副溶血弧菌是引起细菌性食物中毒的主要食源性致病菌,耐热直接溶血毒素（theromostable direct hemolysin,TDH）是其公认的主要致病因子。本研究根据已发表基因序列（Gen Bank登录号：M10069）设计引物,以副溶血弧菌SHJLA株基因组DNA为模板,扩增编码TDH蛋白的基因,克隆至表达质粒p ET28a（＋）中,重组质粒经限制性酶切鉴定后测序,结果表明插入片段长度为576 bp。重组原核表达质粒p ET28a-tdh转化至大肠杆菌BL21（DE3）中,经诱导可表达分子量约为27 k Da的融合蛋白,主要以包涵体形式表达。对包涵体进行复性,Western blot分析表明经过复性后的重组蛋白能够被感染副溶血弧菌SHJLA株的小鼠血清识别。重组蛋白免疫家兔,ELISA检测多抗血清效价在1：256 000以上。将该多抗初步应用于斑点-ELISA（DotELISA）方法的建立,TDH阳性的致病性副溶血弧菌检测到阳性斑点,而TDH阴性的副溶血弧菌及其他细菌未检测到特异性斑点。
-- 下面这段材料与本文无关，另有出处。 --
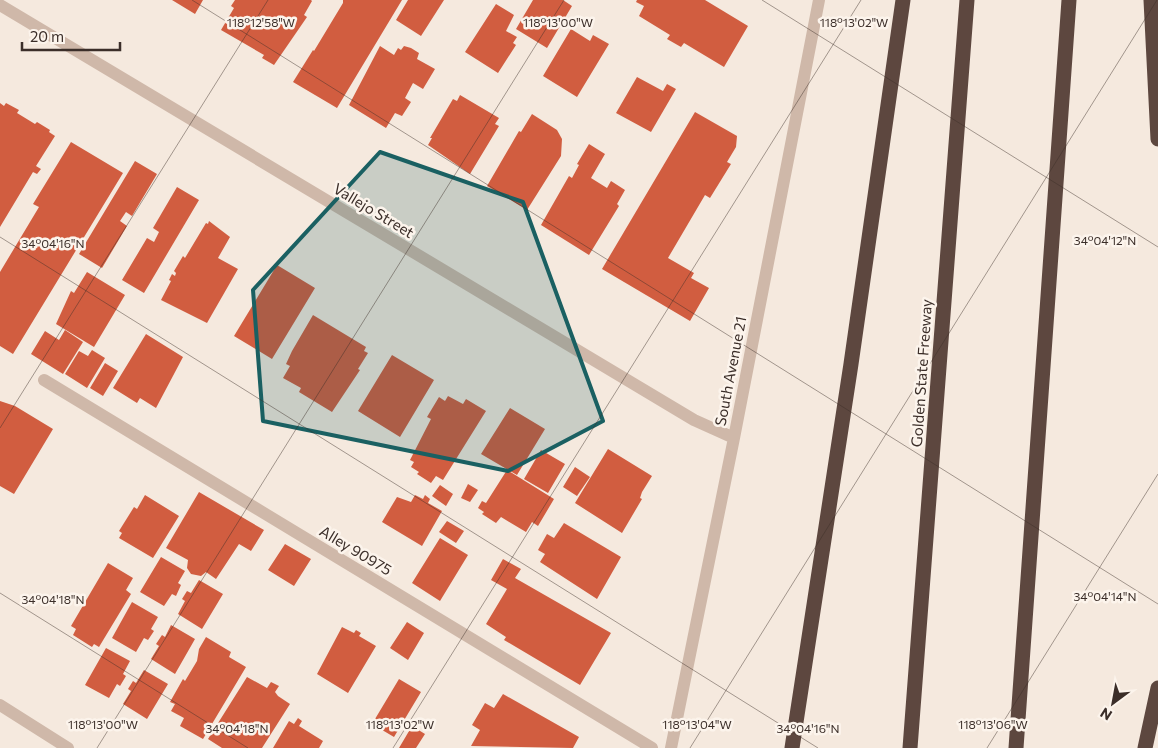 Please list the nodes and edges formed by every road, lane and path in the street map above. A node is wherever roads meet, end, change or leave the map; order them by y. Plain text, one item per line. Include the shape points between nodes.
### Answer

本研究可为深入研究TDH的蛋白功能,建立致病性副溶血弧菌免疫学快速诊断方法以及保护性疫苗的研制提供研究基础。

英文摘要：

Vibrio parahaemolyticus is a major food-borne pathogen causing bacterial food poisoning and theromostable direct hemolysin（TDH） is the principal pathogenic factor.In this study,primers were designed according to the TDH gene sequence of Vibrio parahaemolyticus published in GenBank（M10069）.With the specific primers and DNA from strain SHJLA,the tdh gene fragments were amplified in PCR and cloned into the pET28a（＋） vector.Then,the recombinant plasmid pET28-tdh was transformed into E.coli BL21（DE3） and induced with IPTG.The cloned gene was 576 bp in length.The target recombinant protein with the molecular weight of27 kDa was hyperexpressed in the form of inclusion body as analyzed in SDS-PAGE and Western blot.After being refolded and purified,the recombinant protein was used to immunize rabibits.The obtained polyclonal antibodies against TDH was titrated higher than 1：256 000 in ELISA.A dot-ELISA method based on polyclonal antibodies was preliminary established to detect pathogenic V.parahaemolyticus,and the specific spots only detectable in the TDH positive V.parahaemolyticus.The results from the present study will put forward the prospects for in-depth research on TDH function,development of a rapid immunodiagnostic method of the TDH toxin and utilization as a vaccine candidate against V.parahaemolyticus infection.